Cox was first selected to stand for Parliament in 2000 by the Torridge and West Devon Conservatives. In the following 2001 general election, he came second to incumbent Liberal Democrat John Burnett by 1,194 votes.

After the 2001 election, Cox was reselected. Burnett announced in 2003 that he would not contest the seat again, and at the 2005 general election Cox defeated the new Liberal Democrat candidate, David Walter, gaining a majority of 3,236. Cox made his maiden speech in the House of Commons on 28 June 2005.

Cox was re-elected as MP for Torridge and West Devon at the 2010 general election with a slightly decreased majority of 2,957 votes (5.4%).

At the 2015 general election, Cox was re-elected with an increased majority of 18,403 votes (32.5%).

In January 2016, it was reported he had a number of office expense claims for items, such as a 49 pence pint of milk, rejected by the Commons authorities. In response, Cox said that his staff had been unaware of a recent change in the rules for office expenses, which no longer permitted office hospitality items such as tea, coffee or milk to be claimed.

In February 2016, Cox told the House of Commons that he had concluded, after examining the published renegotiation proposals, that the case for leaving the EU was now overwhelming and that he would vote to do so in the forthcoming referendum.

Cox was again re-elected at the snap 2017 election, with his majority increasing to 20,686 (34.7%).

In the House of Commons he has sat on the Environment, Food and Rural Affairs Select committee, the Committee on Standards and the Committee on Privileges. Cox resigned from the latter role in 2016 after registering more than £400,000 of outside earnings within the time limit.

On 9 July 2018, Cox was appointed to the Cabinet as Her Majesty's Attorney General for England and Wales and Advocate General for Northern Ireland.

In the 2019 general election, Cox was re-elected with 60.1% of the vote and a majority of 24,992 (41.8%), which was reduced to 31.6% of the vote, majority 3,950 in 2024.

===Attorney General===

On 9 July 2018, Theresa May appointed Cox as attorney general taking over from Jeremy Wright following a Cabinet reshuffle, prompted by the resignations of David Davis and Boris Johnson. Two days later on 11 July, Cox was sworn in as a member of Her Majesty's Most Honourable Privy Council.

On 1 December 2018, The Sunday Times newspaper reported the leaked contents of a recent letter written by Cox to Cabinet Ministers detailing the Attorney General's legal advice on Theresa May's Brexit deal. The newspaper reported that his legal advice declared the Withdrawal agreement's backstop protocol would mean the UK being indefinitely locked into a customs union with the EU if future negotiations collapse and that the only way the UK could leave the Backstop would be the signing of a future trade deal which could take many years to complete. The former Brexit Secretary Dominic Raab and three serving Cabinet members confirmed the contents of the letter to the Sunday Times.

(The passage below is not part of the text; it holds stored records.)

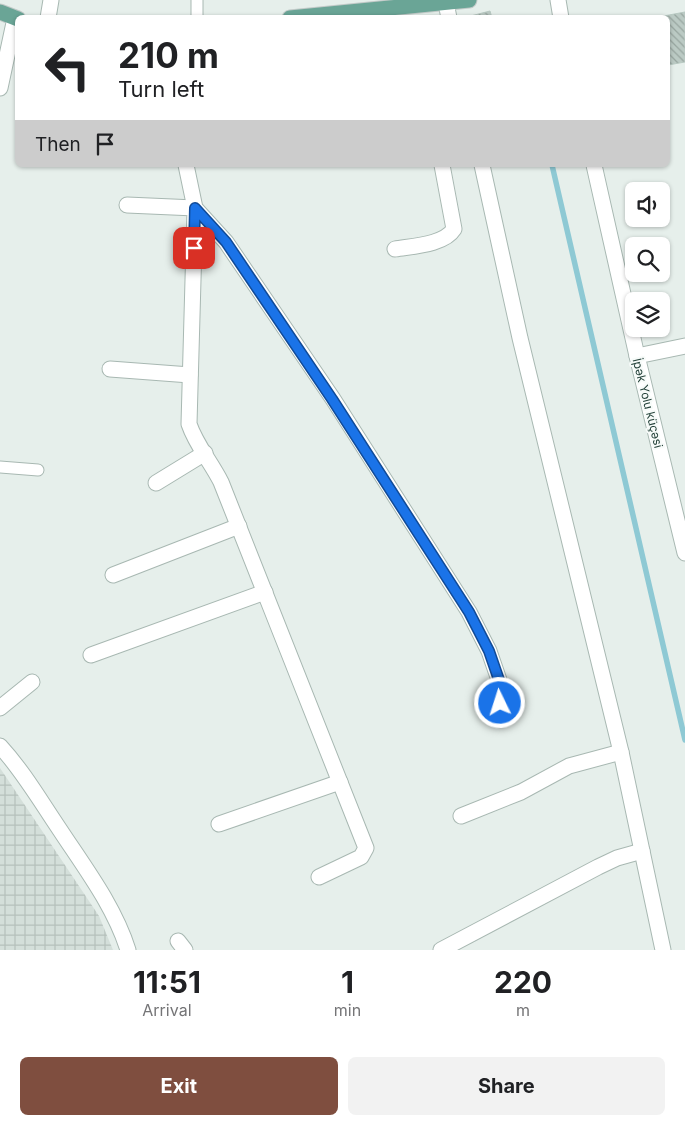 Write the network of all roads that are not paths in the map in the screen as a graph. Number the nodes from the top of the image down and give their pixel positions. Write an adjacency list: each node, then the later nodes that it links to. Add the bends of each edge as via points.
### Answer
1 (51, 0): 7 (street)
2 (197, 0): 8 (lane)
3 (469, 0): 5 (main road)
4 (558, 0): 10 (street)
5 (447, 10): 9 (main road)
6 (0, 12): 11 (main road)
7 (48, 15)
8 (197, 15)
9 (349, 15)
10 (561, 15)
11 (15, 18)
12 (15, 22): 13 (street)
13 (0, 88)
14 (186, 167): 19 (street)
15 (442, 167): 20 (street, via 454,229 442,240)
16 (482, 167): 38 (street, via 520,338)
17 (594, 167): 22 (street, İpək Yolu küçəsi)
18 (127, 206): 19 (street)
19 (195, 208): 24 (street); 35 (street, via 226,242 469,612 489,651 499,680)
20 (395, 249)
21 (685, 346): 22 (street)
22 (637, 356): 30 (street, İpək Yolu küçəsi)
23 (110, 368): 24 (street)
24 (190, 375): 25 (street, via 189,424)
25 (205, 453): 28 (street); 29 (street)
26 (0, 467): 27 (lane)
27 (38, 470)
28 (156, 484)
29 (239, 526): 31 (street); 32 (street)
30 (685, 553)
31 (113, 575)
32 (265, 592): 33 (street); 39 (street)
33 (92, 655)
34 (32, 682): 36 (street)
35 (500, 703)
36 (0, 708)
37 (0, 746): 44 (street, via 99,889)
38 (621, 752): 40 (street, via 569,766 522,792); 42 (street)
39 (340, 782): 41 (street); 43 (street, via 366,848 361,857)
40 (461, 816)
41 (219, 824)
42 (642, 851): 45 (street, via 598,867); 46 (street)
43 (319, 876)
44 (128, 950)
45 (441, 950)
46 (663, 950) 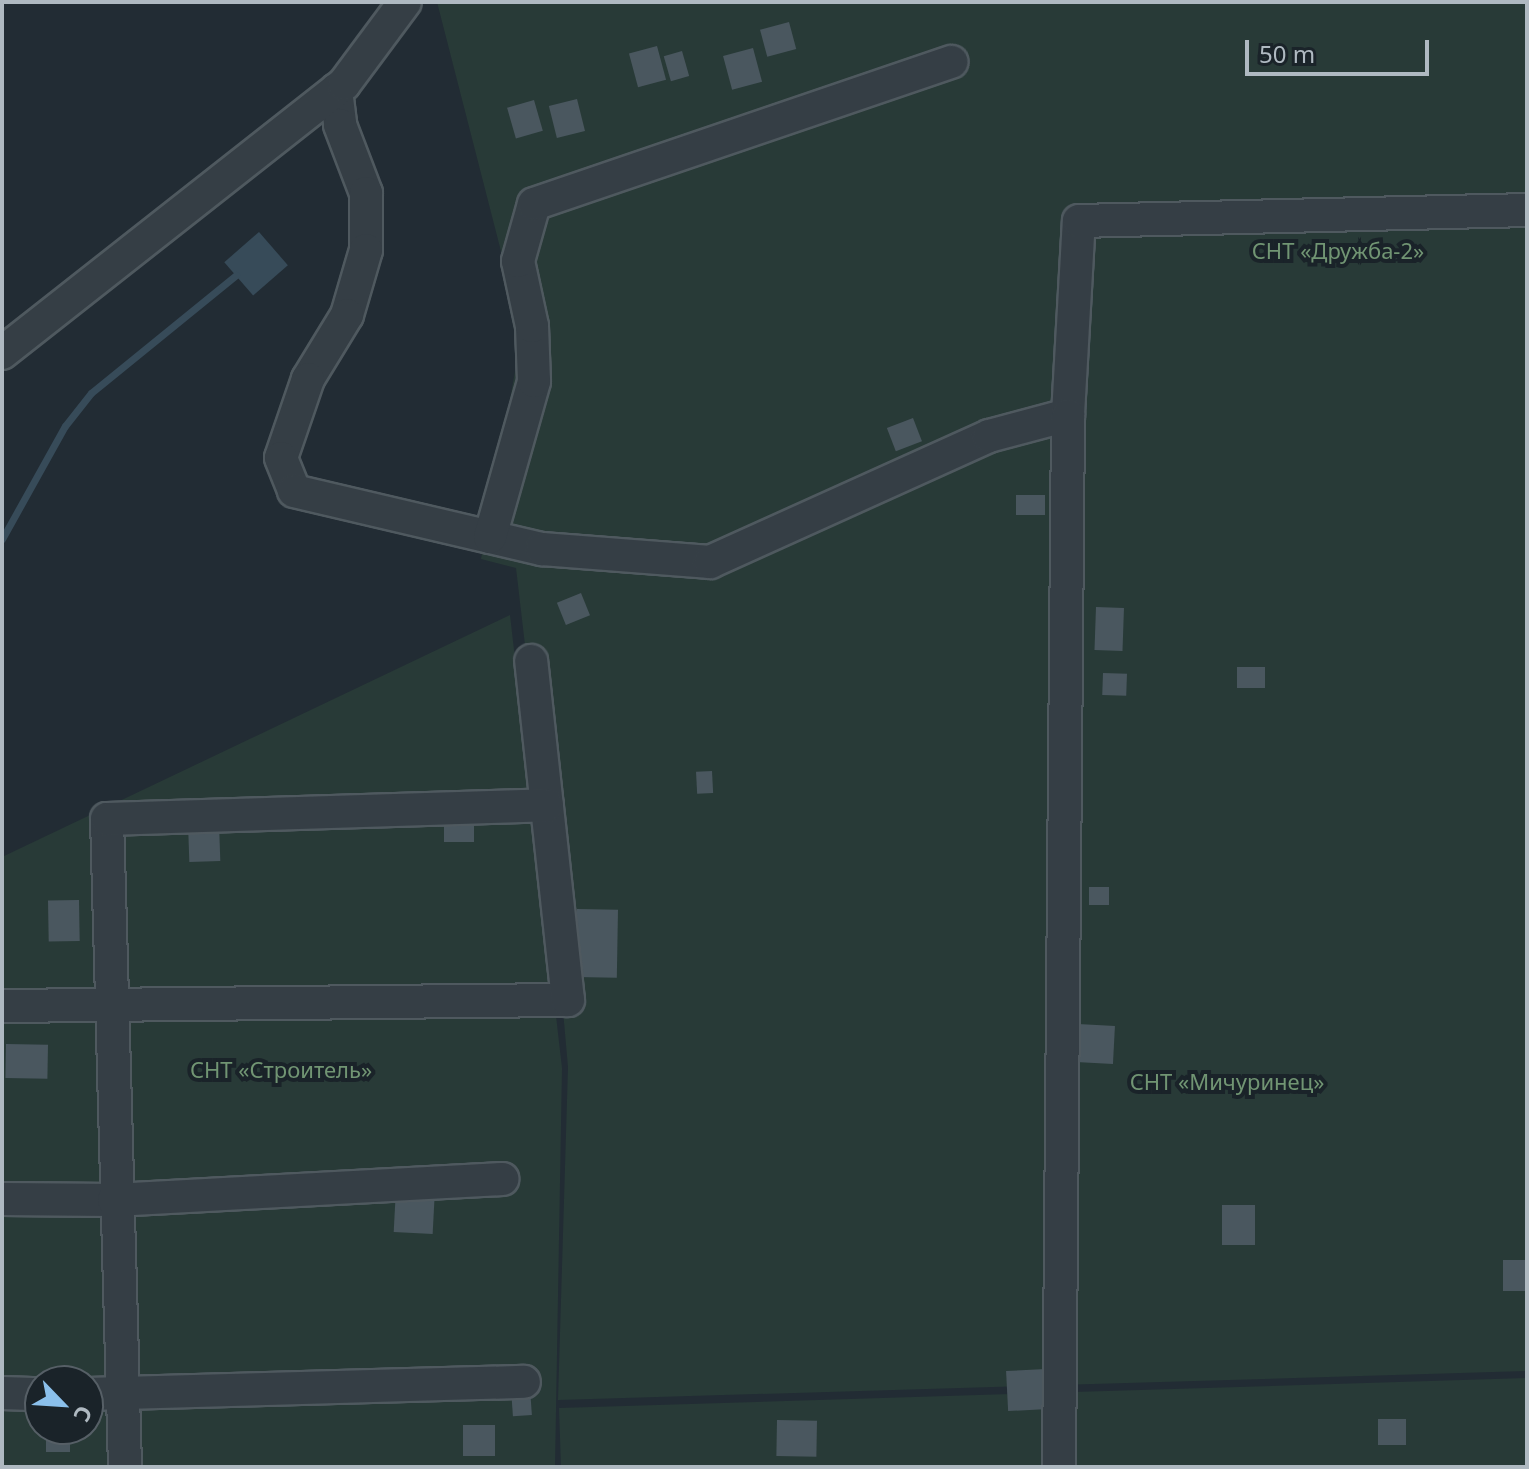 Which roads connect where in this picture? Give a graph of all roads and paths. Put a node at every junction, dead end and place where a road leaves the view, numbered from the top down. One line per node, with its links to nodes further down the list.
1 (405, 2): 3 (street)
2 (951, 62): 7 (street)
3 (336, 90): 5 (street); 7 (street)
4 (1527, 210): 6 (street)
5 (2, 353)
6 (1068, 415): 7 (street); 21 (street)
7 (490, 537)
8 (531, 661): 9 (street)
9 (547, 805): 11 (street); 11 (street)
10 (2, 1006): 11 (street)
11 (109, 1008): 14 (street)
12 (502, 1179): 14 (street)
13 (2, 1199): 14 (street)
14 (114, 1200): 19 (street)
15 (524, 1382): 19 (street)
16 (2, 1393): 17 (street)
17 (24, 1394)
18 (104, 1394): 19 (street)
19 (123, 1394): 20 (street)
20 (125, 1467)
21 (1059, 1467)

In February 2019, Theresa May placed Cox in charge of negotiating changes to the Northern Ireland backstop in the EU withdrawal agreement.

On 24 September 2019, the Supreme Court of the United Kingdom ruled unanimously that Prime Minister Boris Johnson's prorogation of parliament was unlawful, overturning the High Court's judgment, given by the Lord Chief Justice, in the government's favour. On the same day, minutes of a conference call between cabinet ministers (which included Cox) were leaked to Sky News. The minutes of the call, which took place after the prorogation had been approved by the Queen, detailed that Cox briefly told the cabinet at that time that in his view the prorogation was lawful and constitutional and that any accusations of unlawfulness "were motivated by political considerations". Cox's full advice to the Government has not been published, as per precedent to protect government legal advice being prone to influence. The next day Cox appeared in the House of Commons to answer an urgent question on the Government's legal advice and on the implications of the Supreme Court's decision. Cox rebutted calls for him to resign and criticisms of the Government's position, stating that senior and distinguished judges had agreed with the Government's view that the issue was not justiciable and chiding MPs for refusing to agree to a means of the UK leaving the EU while repeatedly preventing the House of Commons from dissolving for an election.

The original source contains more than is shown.